■ Records for the task
Start of Block

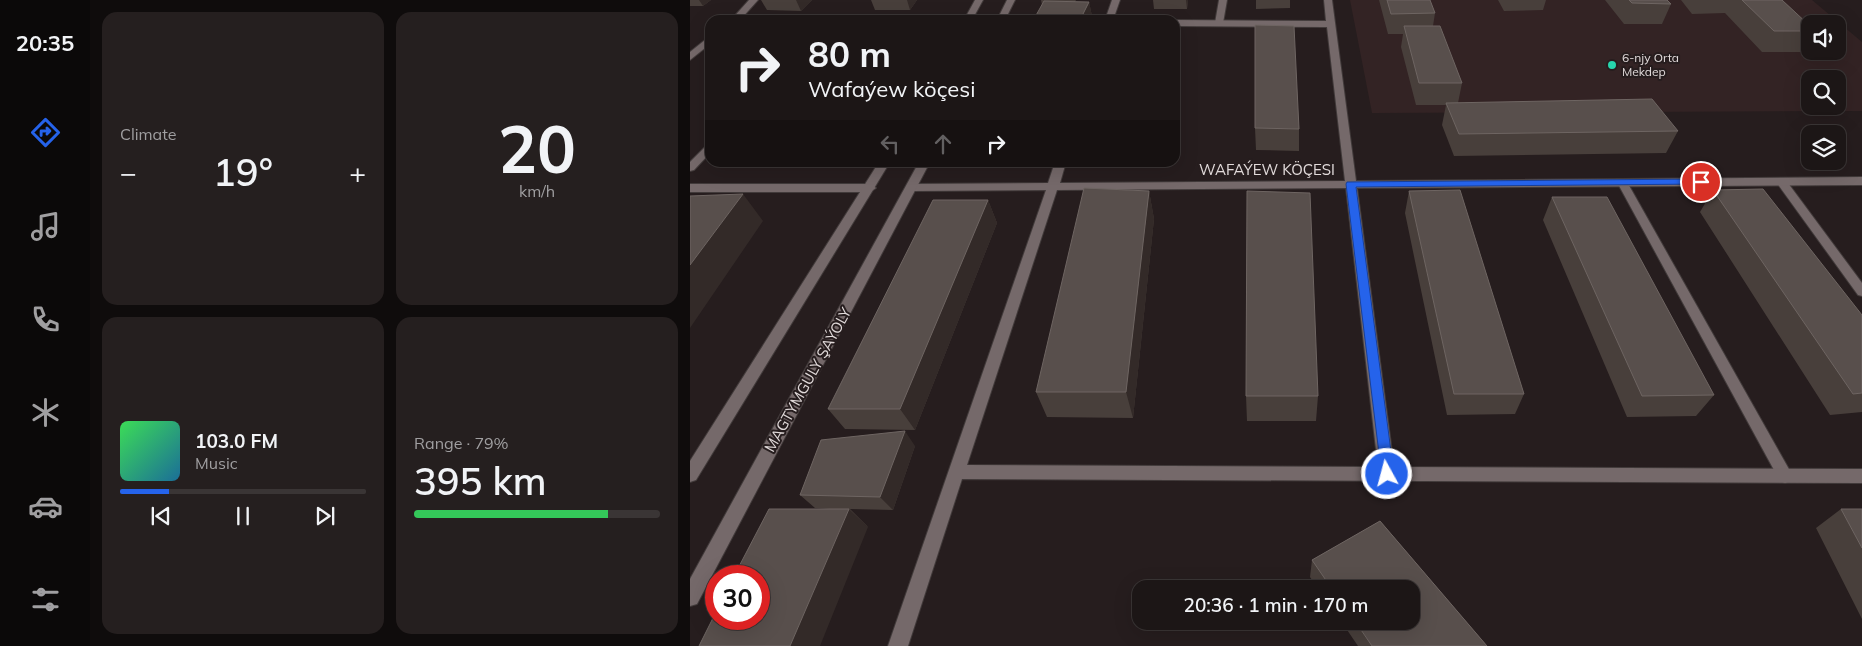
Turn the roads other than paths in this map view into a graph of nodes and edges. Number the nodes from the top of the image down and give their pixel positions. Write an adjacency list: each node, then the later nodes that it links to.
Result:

End of Block
Start of Block

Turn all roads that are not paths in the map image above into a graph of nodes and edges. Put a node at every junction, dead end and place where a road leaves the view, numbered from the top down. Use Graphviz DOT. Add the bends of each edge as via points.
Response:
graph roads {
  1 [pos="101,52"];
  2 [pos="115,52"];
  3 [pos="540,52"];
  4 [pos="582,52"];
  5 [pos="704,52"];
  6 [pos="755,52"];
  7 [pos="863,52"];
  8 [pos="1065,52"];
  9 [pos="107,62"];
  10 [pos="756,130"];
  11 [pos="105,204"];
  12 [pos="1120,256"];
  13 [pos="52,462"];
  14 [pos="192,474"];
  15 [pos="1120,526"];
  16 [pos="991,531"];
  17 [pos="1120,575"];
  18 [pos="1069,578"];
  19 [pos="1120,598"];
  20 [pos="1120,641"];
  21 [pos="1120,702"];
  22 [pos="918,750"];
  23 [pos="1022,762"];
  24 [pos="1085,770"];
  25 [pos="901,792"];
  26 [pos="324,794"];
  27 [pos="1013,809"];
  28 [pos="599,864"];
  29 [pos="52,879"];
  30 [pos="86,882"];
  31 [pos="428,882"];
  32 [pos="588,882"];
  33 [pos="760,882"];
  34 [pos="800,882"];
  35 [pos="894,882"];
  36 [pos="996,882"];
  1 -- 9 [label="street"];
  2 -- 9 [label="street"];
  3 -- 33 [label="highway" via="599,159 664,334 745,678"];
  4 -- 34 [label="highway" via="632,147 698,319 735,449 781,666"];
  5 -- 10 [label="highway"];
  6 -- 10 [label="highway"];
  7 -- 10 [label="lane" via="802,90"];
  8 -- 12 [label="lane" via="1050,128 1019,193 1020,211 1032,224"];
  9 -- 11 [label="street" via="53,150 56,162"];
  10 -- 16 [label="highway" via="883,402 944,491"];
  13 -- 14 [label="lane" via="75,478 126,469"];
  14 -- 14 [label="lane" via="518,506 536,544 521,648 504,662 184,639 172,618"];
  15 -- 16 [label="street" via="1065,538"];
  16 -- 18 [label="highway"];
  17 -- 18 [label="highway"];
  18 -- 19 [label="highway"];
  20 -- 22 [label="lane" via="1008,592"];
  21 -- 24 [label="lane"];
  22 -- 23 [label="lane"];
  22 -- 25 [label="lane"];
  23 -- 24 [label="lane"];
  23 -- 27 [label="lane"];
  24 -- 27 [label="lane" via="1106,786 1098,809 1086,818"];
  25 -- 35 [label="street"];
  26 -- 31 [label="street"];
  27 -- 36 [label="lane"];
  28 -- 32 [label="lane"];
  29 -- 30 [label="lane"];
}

End of Block

■ Task to complete
Pull every line containing the word "each" out of the listing.

■ Result of this task
Turn the roads other than paths in this map view into a graph of nodes and edges. Number the nodes from the top of the image down and give their pixel positions. Write an adjacency list: each node, then the later nodes that it links to.
Turn all roads that are not paths in the map image above into a graph of nodes and edges. Put a node at every junction, dead end and place where a road leaves the view, numbered from the top down. Use Graphviz DOT. Add the bends of each edge as via points.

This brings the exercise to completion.